Atlanta City Councilmember Marci Collier Overstreet spoke to the group at the beginning and end of the presentation. She emphasized the importance of community participation in the process of planning for an expansion of transit in a corridor in her district.

“This is about a community driven approach to make sure we are getting on Campbellton Road not only what MARTA wants us to have, but what we want us to have,” Overstreet said.

Once a route is determined, MARTA can begin the process of seeking federal funds to help pay for one of two services options. One option is enhanced bus service that would use a dedicated lane. The other option is a trolley system such as the Atlanta streetcar; it would have overhead power cables and tracks in the road, a planner said Thursday.

One survey question was: “What is the most important to you when thinking about a new transit investment in your community?” Respondents attending the webinar could choose from selections including:

MARTA is considering two of these four options for the Campbellton Road corridor: light rail/streetcar, and bus rapid transit. The route is almost six miles long. Credit: MARTA
  • “How much will it cost to build?
  • “How soon until we can use it?
  • “How will the transit vehicle look and feel?
  • “How many people can it carry?”

Transit planners will evaluate responses in their future work. Interested individuals can respond to these and other questions on the virtual project update created for the project.

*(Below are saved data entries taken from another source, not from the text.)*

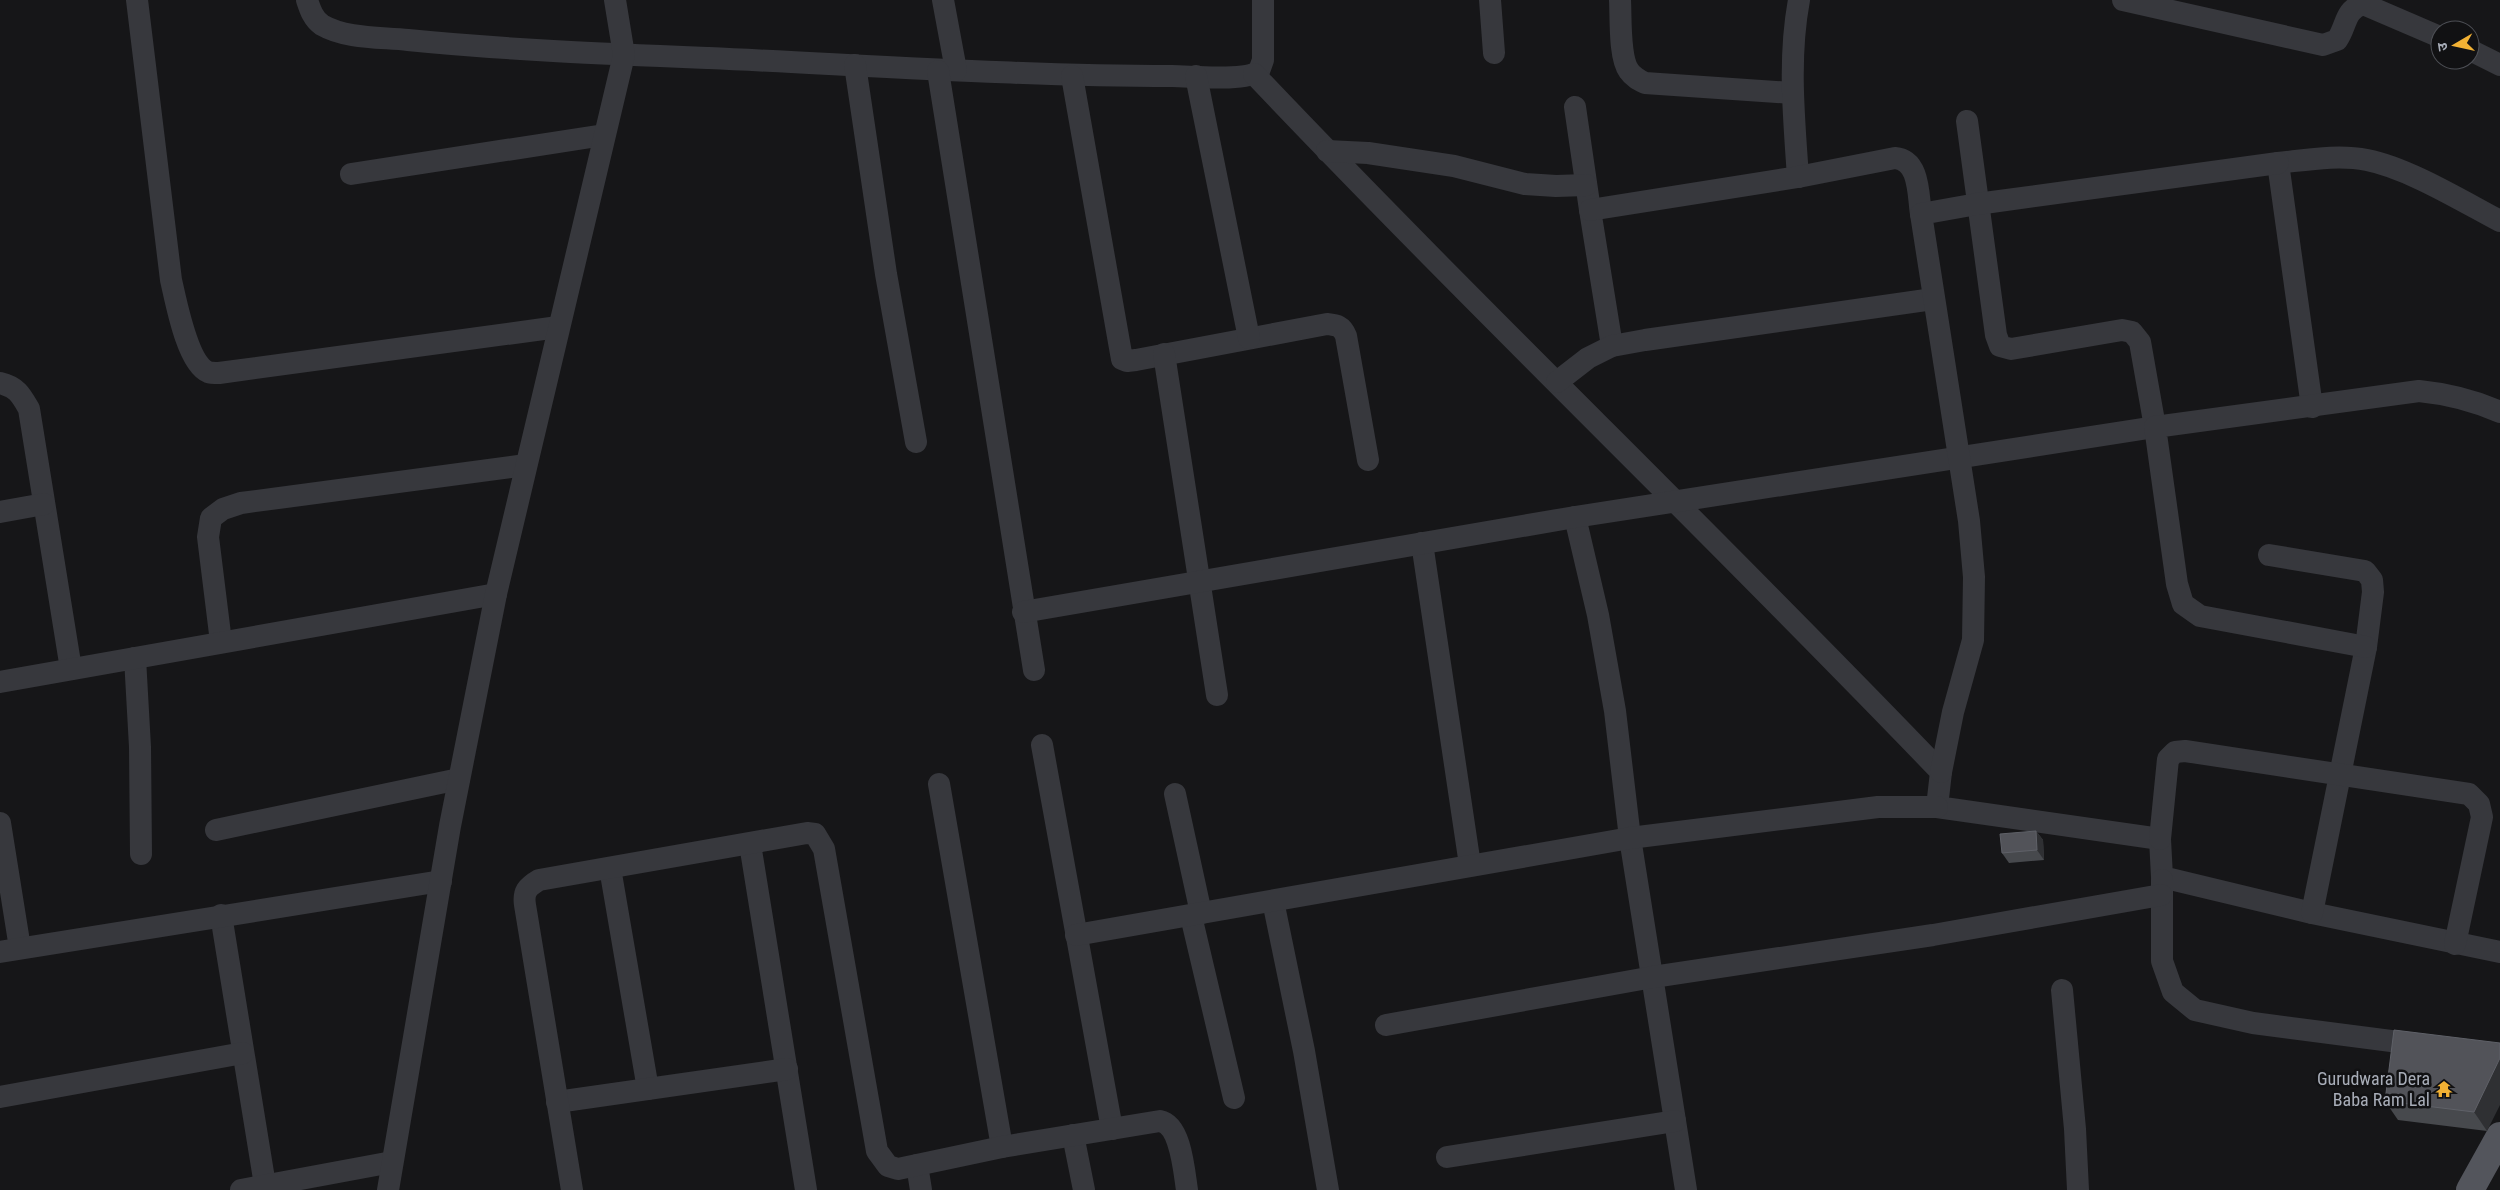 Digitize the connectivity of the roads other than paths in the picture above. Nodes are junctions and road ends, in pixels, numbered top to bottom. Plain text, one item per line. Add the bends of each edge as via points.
1 (137, 0) edge
2 (307, 0) edge
3 (615, 0) edge
4 (943, 0) edge
5 (1263, 0) edge
6 (1490, 0) edge
7 (1620, 0) edge
8 (1799, 0) edge
9 (2123, 0) edge
10 (2430, 33) edge
11 (1494, 53) dead end
12 (624, 55) junction
13 (2480, 55) edge
14 (855, 65) junction
15 (2500, 65) edge
16 (947, 71) junction
17 (1254, 74) junction
18 (1072, 76) junction
19 (1196, 76) junction
20 (1792, 93) junction
21 (1575, 107) dead end
22 (1967, 121) dead end
23 (604, 135) junction
24 (1327, 151) junction
25 (2278, 163) junction
26 (351, 174) dead end
27 (1798, 177) junction
28 (1586, 185) junction
29 (1977, 204) junction
30 (1590, 210) junction
31 (1921, 214) junction
32 (2500, 221) edge
33 (1934, 299) junction
34 (558, 327) junction
35 (1248, 338) junction
36 (1612, 346) junction
37 (1164, 354) junction
38 (1557, 382) junction
39 (0, 383) edge
40 (2312, 407) junction
41 (2500, 412) edge
42 (2155, 426) junction
43 (916, 442) dead end
44 (1958, 456) junction
45 (1368, 460) dead end
46 (526, 465) junction
47 (1674, 503) junction
48 (44, 504) junction
49 (0, 512) edge
50 (1575, 517) junction
51 (1422, 543) junction
52 (2269, 554) dead end
53 (1201, 582) junction
54 (496, 594) junction
55 (1023, 612) junction
56 (221, 642) junction
57 (2366, 647) junction
58 (135, 658) junction
59 (71, 669) junction
60 (1034, 670) dead end
61 (0, 682) edge
62 (1217, 695) dead end
63 (1042, 745) dead end
64 (1941, 772) junction
65 (2339, 774) junction
66 (459, 779) junction
67 (939, 784) dead end
68 (1175, 794) dead end
69 (1937, 807) junction
70 (1, 830) edge
71 (216, 830) dead end
72 (1630, 838) junction
73 (2160, 840) junction
74 (750, 844) junction
75 (141, 854) dead end
76 (1470, 865) junction
77 (610, 868) junction
78 (441, 881) junction
79 (2161, 886) junction
80 (1273, 901) junction
81 (2312, 913) junction
82 (1196, 914) junction
83 (221, 915) junction
84 (1076, 935) junction
85 (2454, 944) junction
86 (10, 950) edge
87 (2500, 952) edge
88 (1653, 977) junction
89 (2062, 990) dead end
90 (1386, 1025) dead end
91 (2445, 1048) edge
92 (243, 1054) junction
93 (787, 1069) junction
94 (648, 1089) junction
95 (0, 1097) edge
96 (1234, 1098) dead end
97 (557, 1102) junction
98 (1675, 1121) junction
99 (1112, 1129) junction
100 (1073, 1135) junction
101 (2500, 1136) edge
102 (1002, 1147) junction
103 (1447, 1157) dead end
104 (392, 1162) junction
105 (917, 1165) junction
106 (265, 1185) junction
107 (2474, 1189) edge
108 (241, 1190) edge
109 (388, 1190) edge
110 (572, 1190) edge
111 (806, 1190) edge
112 (921, 1190) edge
113 (1084, 1190) edge
114 (1187, 1190) edge
115 (1328, 1190) edge
116 (1686, 1190) edge
117 (2078, 1190) edge

1 - 34 street via 171,280 179,316 193,354 208,372 220,373
2 - 12 street via 316,20 345,33 480,47
3 - 12 street
4 - 16 street
5 - 17 street via 1263,60 1259,71
6 - 11 street
7 - 20 street via 1624,60 1627,70 1635,78 1645,83
8 - 20 street via 1794,28
9 - 10 street via 2323,44 2337,40 2347,15 2363,4
12 - 14 street
12 - 23 street
13 - 15 street
14 - 16 street
14 - 43 street via 886,274
16 - 18 street
16 - 55 street
17 - 19 street
17 - 24 street
18 - 19 street
18 - 37 street via 1119,353 1127,361
19 - 35 street
20 - 27 street
21 - 28 street
22 - 29 street
23 - 26 street
23 - 34 street
24 - 28 street via 1368,153 1454,166 1525,184
24 - 38 street
25 - 29 street
25 - 32 street via 2319,158 2367,160 2413,176
25 - 40 street
27 - 30 street
27 - 31 street via 1903,159 1914,171
28 - 30 street
29 - 31 street
29 - 42 street via 2000,346 2010,350 2122,330 2132,332 2140,342
30 - 36 street
31 - 33 street
33 - 36 street
33 - 44 street
34 - 46 street
35 - 37 street
35 - 45 street via 1327,324 1343,329
36 - 38 street via 1588,358
37 - 53 street
38 - 47 street
39 - 48 street via 21,393 28,409
40 - 41 street via 2420,391 2448,394
40 - 42 street
42 - 44 street
42 - 57 street via 2177,584 2183,604 2200,616
44 - 47 street
44 - 64 street via 1974,577 1973,640
46 - 54 street
46 - 56 street via 241,503 223,509 211,518 208,537
47 - 50 street
47 - 64 street via 1812,637
48 - 49 street
48 - 59 street
50 - 51 street
50 - 72 street via 1614,702
51 - 53 street
51 - 76 street
52 - 57 street via 2365,571 2372,580 2373,592
53 - 55 street
53 - 62 street
54 - 56 street
54 - 66 street
55 - 60 street
56 - 58 street
57 - 65 street
58 - 59 street
58 - 75 street
59 - 61 street
63 - 84 street
64 - 69 street
65 - 73 street via 2175,752 2168,759
65 - 81 street
65 - 85 street via 2469,794 2479,804 2482,817
66 - 71 street
66 - 78 street
67 - 102 street
68 - 82 street
69 - 72 street via 1878,807
69 - 73 street
70 - 86 street
72 - 76 street
72 - 88 street
73 - 79 street
74 - 77 street
74 - 93 street
74 - 105 street via 807,833 815,834 820,840 877,1151 888,1166 898,1169
76 - 80 street
77 - 94 street
77 - 97 street via 539,880 529,886 524,895
78 - 83 street
78 - 104 street
79 - 81 street
79 - 88 street via 1933,935
79 - 91 street via 2162,960 2173,992 2195,1010 2253,1023
80 - 82 street
80 - 115 street
81 - 85 street
82 - 84 street
82 - 96 street
83 - 86 street
83 - 92 street
84 - 99 street
85 - 87 street
88 - 90 street
88 - 98 street
89 - 117 street
92 - 95 street
92 - 106 street
93 - 94 street
93 - 111 street
94 - 97 street
97 - 110 street
98 - 103 street
98 - 116 street
99 - 100 street
99 - 114 street via 1160,1121 1170,1125 1176,1134
100 - 102 street
100 - 113 street
101 - 107 main road
102 - 105 street
104 - 106 street
104 - 109 street
105 - 112 street
106 - 108 street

Respondents already have given their opinion on central questions and results indicate concerns. Top-of-mind issues are:

  • Improve safety for seniors and the disabled;
  • Minimize impacts;
  • Revitalize downtrodden commercial areas – 25 percent of commercial properties in the corridor are vacant and underutilized, according to MARTA.

While transit planners decide the type of service to be installed, bus or trolley, Atlanta is in the process of providing space for the transit service to use on Campbellton Road.

Transit planners said Thursday they won’t know the location or amount of land needed to develop the bus or trolley system. The road is a combination of two lanes and four lanes. Some buildings might be in the way and the solution to that issue is a question for the future.

Meantime, the Transportation Committee of the Atlanta City Council is slated to vote July 15 on a proposal to make space available for the expanded transit service. The committee formally received the paper at its meeting Wednesday. The full council could vote on the matter as early as Aug. 3.

The legislation identifies three roadways where MARTA is to develop enhanced transit service:

“MARTA will operate high-capacity transit services within dedicated lanes in the North Avenue Corridor as illustrated in Exhibit A; and the Summerhill Corridor as illustrated in Exhibit B, and the Campbellton Corridor as illustrated in Exhibit C;

The affected area of Campbell Road road is described the projected corridor as follows:

  • “Campbellton Road, SW between Lee Street, SW and Greenbriar Parkway, SW;
  • “Greenbriar Parkway, SW between Campbellton Road, SW and Barge Road, SW;
  • “Barge Road SW between Greenbriar Parkway, SW and the Barge Road Park-and-Ride Facility….”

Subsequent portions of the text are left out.